La confiance du Seigneur Jésus envers le Père demeura inébranlable jusqu’au bout. Proche de sa mort, au moment de rendre l’esprit, Il se recommande à Lui: “ô mon Père, je recommande mon esprit en vos mains”  Par cette parole, dans son incroyable détresse, “le Fils bien-aimé donna le souverain témoignage de son amour envers le  Père.” [17] Pourtant la sensibilité de Jésus n’était pas morte, et, “élevé entre la terre et le ciel, Notre Seigneur, qui n’était, ce semble, tenu de la main de son Père que par l’extrême pointe de l’Esprit... demeurait pour le reste abîmé dans la tristesse. C’est pourquoi Il s’écria: Mon Dieu! Mon Dieu! pourquoi m’as-Tu délaissé ?” [18] 

Jésus est donc Celui qui louera et glorifiera le mieux le Père, bien davantage encore que ne peut le faire Marie. En effet, les louanges que cette Mère d’honneur et de belle dilection donne, avec toutes les créatures, à la Divinité “quoique excellentes et admirables, sont néanmoins si infiniment inférieures au mérite infini de la bonté de Dieu qu’elles n’ont aucune proportion avec Lui; et partant, quoiqu’elles contentent grandement la sainte bienveillance, cependant elles ne l’assouvissent pas.” 

Seul le Sauveur peut louer et glorifier correctement son Père éternel de toutes les bénédictions que son amour filial peut lui fournir. Et nous, nous ne pouvons plus qu’admirer: “Oh! Quel cantique du Fils pour le Père! Oh! que ce cher Bien-aimé est beau entre tous les enfants des hommes ! Oh ! que sa voix est douce, comme procédant des lèvres sur lesquelles la plénitude de la grâce est répandue...” Lui est le parfum même, le baume répandu, et, au sentir des bénédictions que le Sauveur lui donne, “Il s’écrie sans doute: Oh ! voici l’odeur des louanges de mon Fils comme l’odeur d’un champ plein de fleurs que j’ai béni.” Seules les bénédictions que le Fils adresse au Père sont divines car elles proviennent du Rédempteur qui est vrai Dieu.

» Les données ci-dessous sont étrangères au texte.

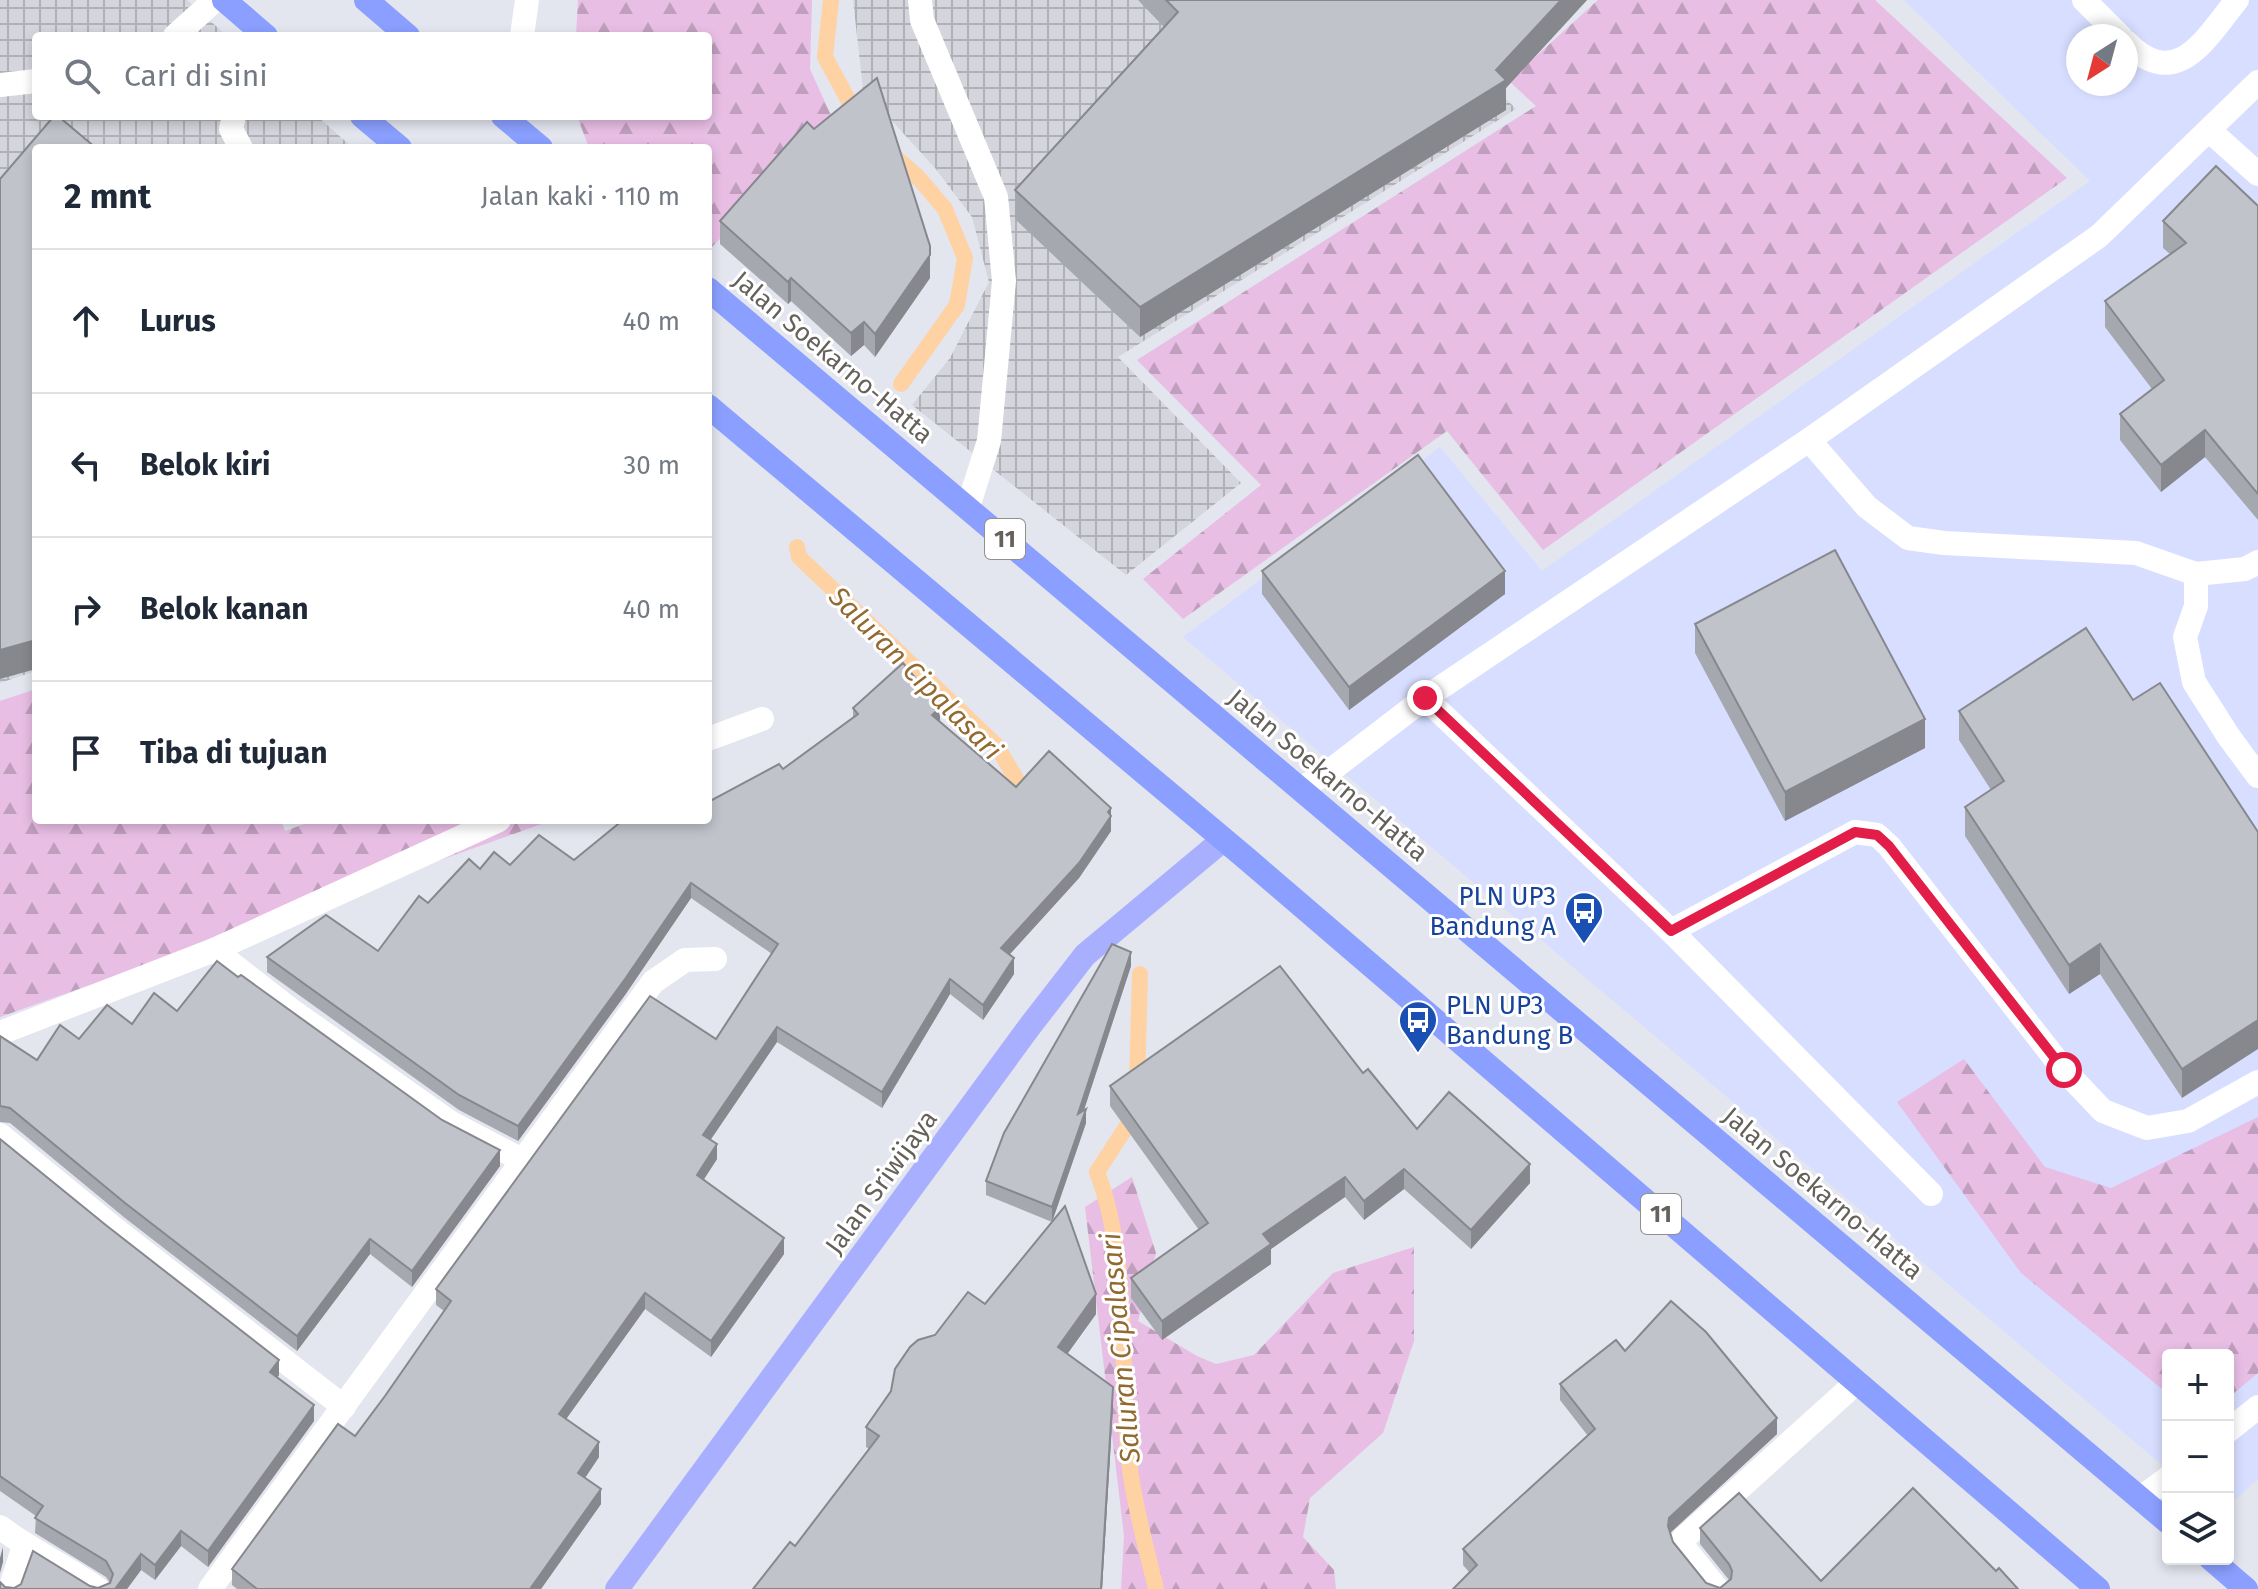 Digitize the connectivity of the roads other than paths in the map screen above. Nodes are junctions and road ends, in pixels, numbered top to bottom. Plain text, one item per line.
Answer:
1 (215, 0) edge
2 (224, 0) edge
3 (366, 0) edge
4 (527, 0) edge
5 (920, 0) edge
6 (2084, 0) edge
7 (2237, 0) edge
8 (2108, 24) edge
9 (179, 32) edge
10 (261, 32) edge
11 (403, 32) edge
12 (523, 32) edge
13 (2138, 54) edge
14 (32, 81) edge
15 (2258, 82) edge
16 (0, 85) edge
17 (233, 120) edge
18 (367, 120) edge
19 (511, 120) edge
20 (2210, 131) junction
21 (239, 144) edge
22 (395, 144) edge
23 (537, 144) edge
24 (2258, 174) edge
25 (712, 292) edge
26 (712, 409) edge
27 (1809, 440) junction
28 (968, 507) junction
29 (2258, 562) edge
30 (2196, 574) junction
31 (1425, 698) junction
32 (762, 719) dead end
33 (712, 738) edge
34 (2258, 776) edge
35 (1301, 789) junction
36 (490, 824) edge
37 (1223, 840) junction
38 (1671, 931) junction
39 (214, 950) junction
40 (715, 959) dead end
41 (0, 1033) edge
42 (2258, 1082) edge
43 (0, 1135) edge
44 (522, 1160) junction
45 (1931, 1194) dead end
46 (1857, 1382) junction
47 (344, 1407) junction
48 (2258, 1407) edge
49 (2234, 1426) edge
50 (2162, 1482) edge
51 (2141, 1498) junction
52 (2162, 1517) edge
53 (0, 1527) edge
54 (24, 1546) junction
55 (2218, 1565) edge
56 (10, 1589) edge
57 (98, 1589) edge
58 (210, 1589) edge
59 (617, 1589) edge
60 (1717, 1589) edge
61 (2098, 1589) edge
62 (2246, 1589) edge

1 - 9 street
2 - 10 highway
3 - 11 highway
4 - 12 street
5 - 28 street
6 - 8 street
7 - 13 street
14 - 16 street
15 - 20 street
17 - 21 street
18 - 22 highway
19 - 23 highway
20 - 24 street
20 - 27 street
25 - 28 highway, Jalan Soekarno-Hatta / 11
26 - 37 highway, 11
27 - 30 street
27 - 31 street
28 - 35 highway, Jalan Soekarno-Hatta / 11
29 - 30 street
30 - 34 street
31 - 35 street
31 - 38 street
32 - 33 street
35 - 51 highway, Jalan Soekarno-Hatta / 11
36 - 39 street
37 - 46 highway, 11
37 - 59 main road, Jalan Sriwijaya
38 - 42 street
38 - 45 street
39 - 41 street
39 - 44 street
40 - 44 street
43 - 47 street
44 - 47 street
46 - 60 street
46 - 61 highway, 11
47 - 58 street
48 - 49 street
50 - 51 street
51 - 52 highway, Jalan Soekarno-Hatta / 11
53 - 54 street
54 - 56 street
54 - 57 street
55 - 62 highway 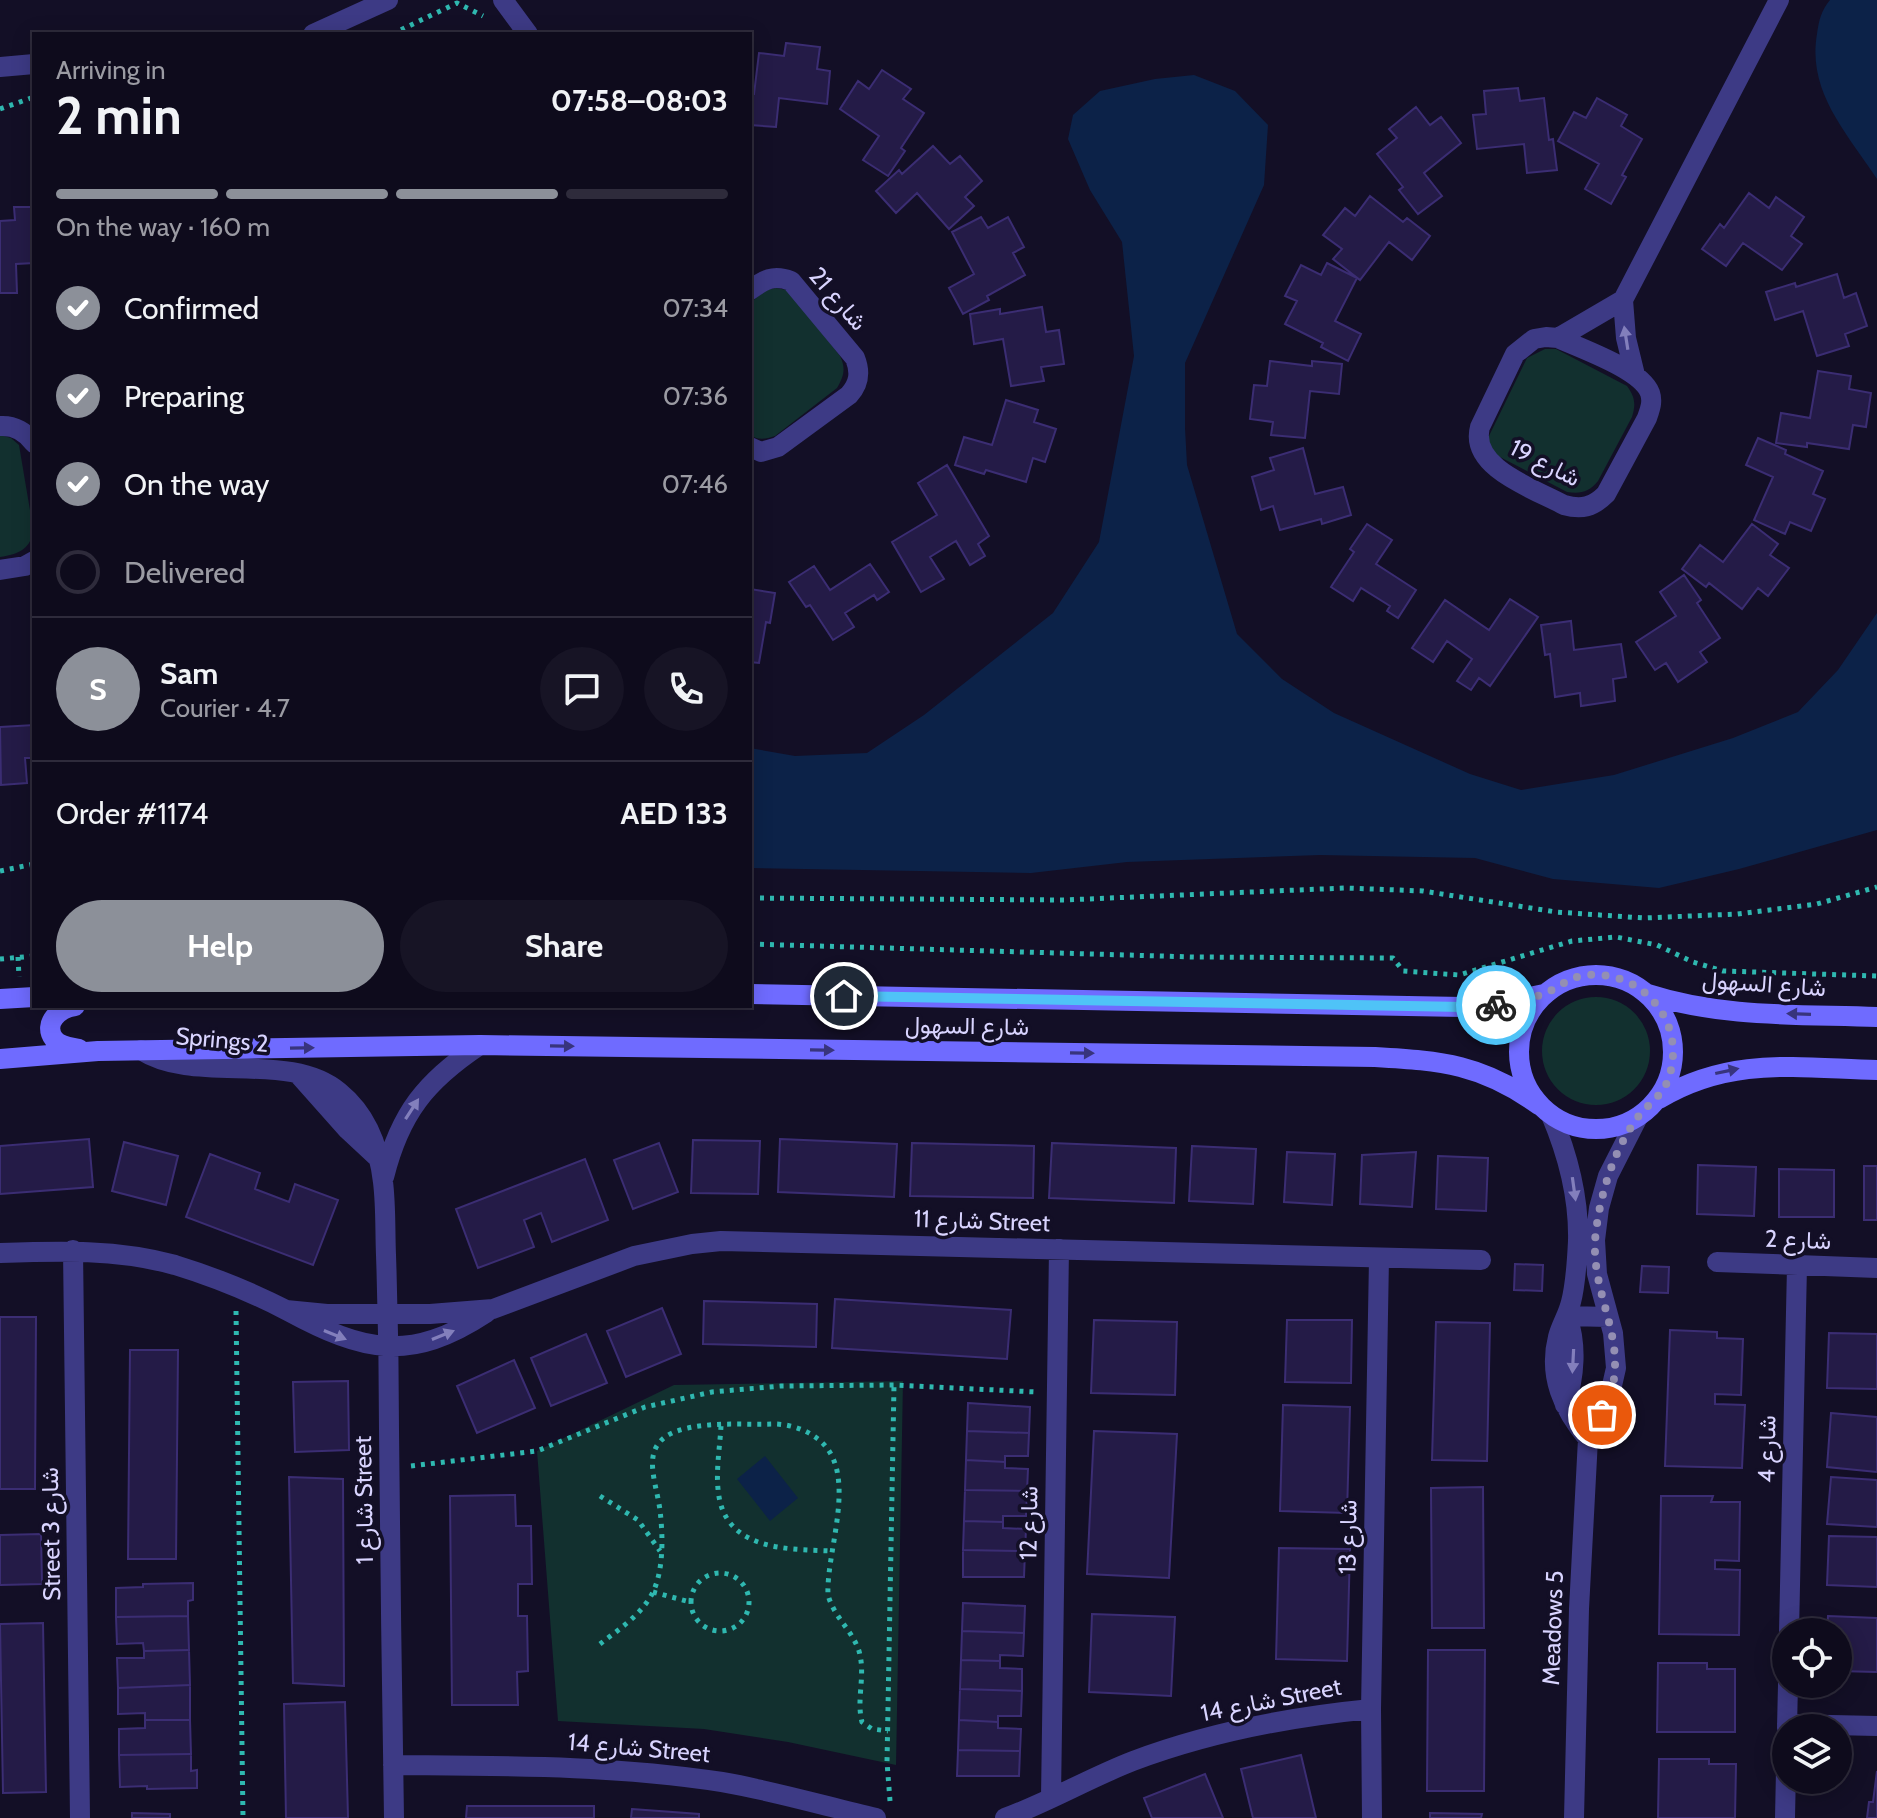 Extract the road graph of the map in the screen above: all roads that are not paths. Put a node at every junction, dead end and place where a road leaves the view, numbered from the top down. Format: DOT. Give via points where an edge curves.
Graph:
graph roads {
  1 [pos="388,0"];
  2 [pos="503,0"];
  3 [pos="1779,0"];
  4 [pos="522,26"];
  5 [pos="318,32"];
  6 [pos="32,64"];
  7 [pos="0,67"];
  8 [pos="755,282"];
  9 [pos="1623,300"];
  10 [pos="1558,338"];
  11 [pos="1635,375"];
  12 [pos="1,425"];
  13 [pos="32,441"];
  14 [pos="752,448"];
  15 [pos="32,562"];
  16 [pos="0,570"];
  17 [pos="752,994"];
  18 [pos="1544,994"];
  19 [pos="1648,994"];
  20 [pos="32,997"];
  21 [pos="0,999"];
  22 [pos="69,1008"];
  23 [pos="1877,1017"];
  24 [pos="480,1045"];
  25 [pos="141,1050"];
  26 [pos="98,1051"];
  27 [pos="0,1059"];
  28 [pos="1877,1070"];
  29 [pos="1656,1101"];
  30 [pos="1545,1110"];
  31 [pos="1638,1117"];
  32 [pos="383,1181"];
  33 [pos="1059,1249"];
  34 [pos="73,1250"];
  35 [pos="0,1253"];
  36 [pos="1379,1258"];
  37 [pos="1481,1260"];
  38 [pos="1717,1262"];
  39 [pos="1797,1266"];
  40 [pos="1877,1268"];
  41 [pos="493,1309"];
  42 [pos="286,1310"];
  43 [pos="388,1314"];
  44 [pos="1567,1316"];
  45 [pos="1608,1317"];
  46 [pos="389,1348"];
  47 [pos="1608,1403"];
  48 [pos="1565,1405"];
  49 [pos="1588,1439"];
  50 [pos="1789,1618"];
  51 [pos="1371,1709"];
  52 [pos="1852,1726"];
  53 [pos="1877,1726"];
  54 [pos="393,1765"];
  55 [pos="1786,1794"];
  56 [pos="1051,1797"];
  57 [pos="884,1812"];
  58 [pos="80,1818"];
  59 [pos="394,1818"];
  60 [pos="1005,1818"];
  61 [pos="1372,1818"];
  62 [pos="1574,1818"];
  63 [pos="1785,1818"];
  1 -- 5 [label="street"];
  2 -- 4 [label="street"];
  3 -- 9 [label="street"];
  6 -- 7 [label="street"];
  8 -- 14 [label="street, شارع 21" via="783,277 798,287 855,358 859,378 849,395 778,447 761,452"];
  9 -- 10 [label="street, شارع 19"];
  11 -- 9 [label="street, شارع 19, one-way"];
  10 -- 11 [label="street"];
  10 -- 11 [label="street, شارع 19" via="1534,339 1515,354 1477,438 1492,466 1564,505 1587,507 1606,494 1652,406 1650,393"];
  12 -- 13 [label="street"];
  15 -- 16 [label="street"];
  17 -- 18 [label="main road, شارع السهول" via="1463,1007"];
  18 -- 19 [label="main road" via="1585,975 1608,975 1630,981"];
  18 -- 30 [label="main road" via="1520,1036 1519,1061 1525,1084"];
  23 -- 19 [label="main road, شارع السهول, one-way" via="1725,1011"];
  19 -- 29 [label="main road" via="1672,1034 1674,1058"];
  20 -- 21 [label="main road"];
  22 -- 26 [label="main road" via="52,1020 54,1039"];
  25 -- 24 [label="main road, شارع السهول, one-way"];
  24 -- 30 [label="main road, شارع السهول, one-way" via="1375,1057 1467,1067 1505,1083"];
  32 -- 24 [label="street, one-way" via="390,1151 423,1092"];
  25 -- 26 [label="main road, شارع السهول"];
  25 -- 32 [label="street, Springs 2" via="168,1063 259,1069 328,1084 353,1106 369,1130"];
  26 -- 27 [label="main road, شارع السهول"];
  29 -- 28 [label="main road, one-way" via="1730,1070"];
  29 -- 31 [label="main road"];
  30 -- 31 [label="main road" via="1571,1126 1594,1129"];
  30 -- 44 [label="street, one-way" via="1564,1145 1577,1209 1578,1242"];
  31 -- 45 [label="street, Meadows 5" via="1608,1176 1599,1208 1596,1263"];
  32 -- 43 [label="street, شارع 1 Street"];
  33 -- 36 [label="street, شارع 11 Street"];
  33 -- 41 [label="street, شارع 11 Street" via="692,1244 634,1256"];
  33 -- 56 [label="street, شارع 12"];
  34 -- 35 [label="street"];
  34 -- 42 [label="street" via="175,1265"];
  34 -- 58 [label="street, Street شارع 3"];
  36 -- 37 [label="street, شارع 11 Street"];
  36 -- 51 [label="street, شارع 13"];
  38 -- 39 [label="street, شارع 2"];
  39 -- 40 [label="street, شارع 2"];
  39 -- 50 [label="street, شارع 4"];
  41 -- 43 [label="street, شارع 11 Street"];
  46 -- 41 [label="street, شارع 11 Street, one-way" via="433,1339"];
  42 -- 43 [label="street, شارع 11 Street"];
  42 -- 46 [label="street, one-way" via="346,1340"];
  43 -- 46 [label="street, شارع 1 Street"];
  44 -- 45 [label="street"];
  44 -- 48 [label="street, one-way" via="1573,1346"];
  45 -- 47 [label="street, Meadows 5" via="1616,1368"];
  46 -- 54 [label="street, شارع 1 Street"];
  47 -- 48 [label="street"];
  47 -- 49 [label="street, Meadows 5"];
  48 -- 49 [label="street"];
  49 -- 62 [label="street, Meadows 5"];
  51 -- 56 [label="street, شارع 14 Street" via="1304,1715 1217,1734 1132,1761"];
  51 -- 61 [label="street, شارع 13"];
  52 -- 53 [label="street"];
  54 -- 57 [label="street, شارع 14 Street" via="656,1773"];
  54 -- 59 [label="street, شارع 1 Street"];
  55 -- 63 [label="street"];
  56 -- 60 [label="street, شارع 14 Street"];
}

Dieu provoque les âmes et donne la grâce requise pour le louer. Mais seules les louanges du Rédempteur sont infinies. Seul le divin amour du Bien-aimé fait entrevoir, à travers la paroi de son humanité, l’amour de la Divinité pour l’humanité: “Oui Théotime, l’amour divin siégeant sur le Cœur du Sauveur comme sur son trône royal regarde par la fente de son côté percé tous les cœurs des enfants des hommes. Car ce Cœur, étant le roi des cœurs, tient toujours les yeux sur les cœurs... et le Cœur du divin Amour voit toujours clairement les nôtres et les regarde du haut de sa dilection, mais nous ne le voyons pas.”  [19]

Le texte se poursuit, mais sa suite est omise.